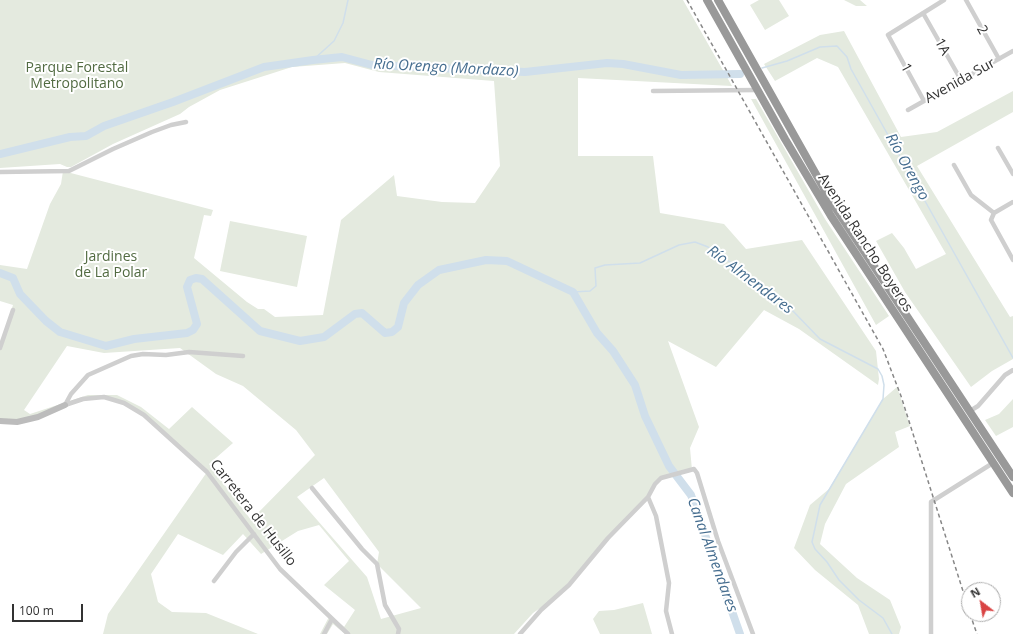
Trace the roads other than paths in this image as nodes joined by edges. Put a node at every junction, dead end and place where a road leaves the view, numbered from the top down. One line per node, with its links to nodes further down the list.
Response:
1 (707, 0): 9 (highway, Avenida Rancho Boyeros)
2 (718, 0): 26 (highway, Avenida Rancho Boyeros)
3 (944, 0): 5 (street)
4 (966, 0): 7 (street, 2)
5 (923, 13): 8 (street, 1A); 11 (street, 1)
6 (1013, 51): 7 (street, Avenida Sur)
7 (999, 59): 8 (street, Avenida Sur)
8 (961, 80): 11 (street, Avenida Sur)
9 (758, 90): 10 (street); 28 (highway, Avenida Rancho Boyeros)
10 (652, 91)
11 (924, 101): 12 (street, Avenida Sur)
12 (908, 110)
13 (186, 122): 16 (street)
14 (998, 148): 17 (street)
15 (954, 165): 19 (street)
16 (0, 172)
17 (1013, 174)
18 (1013, 202): 19 (street)
19 (994, 213): 20 (street)
20 (1013, 260)
21 (13, 310): 22 (street)
22 (0, 348)
23 (243, 356): 25 (street)
24 (1013, 370): 26 (street)
25 (65, 405): 27 (street, Carretera de Husillo); 33 (street, Carretera de Husillo)
26 (970, 411): 29 (highway, Avenida Rancho Boyeros)
27 (0, 421)
28 (993, 463): 31 (highway, Avenida Rancho Boyeros); 42 (street)
29 (1013, 477)
30 (312, 488): 38 (street)
31 (1013, 493)
32 (648, 497): 39 (street); 40 (street); 41 (street)
33 (254, 534): 34 (street); 35 (street, Carretera de Husillo)
34 (214, 581)
35 (332, 619): 36 (street); 37 (street, Carretera de Husillo)
36 (324, 634)
37 (348, 634)
38 (398, 634)
39 (520, 634)
40 (672, 634)
41 (754, 634)
42 (931, 634)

About this task:
Display each line of the data where "Boyeros" occurs.

Expected output:
1 (707, 0): 9 (highway, Avenida Rancho Boyeros)
2 (718, 0): 26 (highway, Avenida Rancho Boyeros)
9 (758, 90): 10 (street); 28 (highway, Avenida Rancho Boyeros)
26 (970, 411): 29 (highway, Avenida Rancho Boyeros)
28 (993, 463): 31 (highway, Avenida Rancho Boyeros); 42 (street)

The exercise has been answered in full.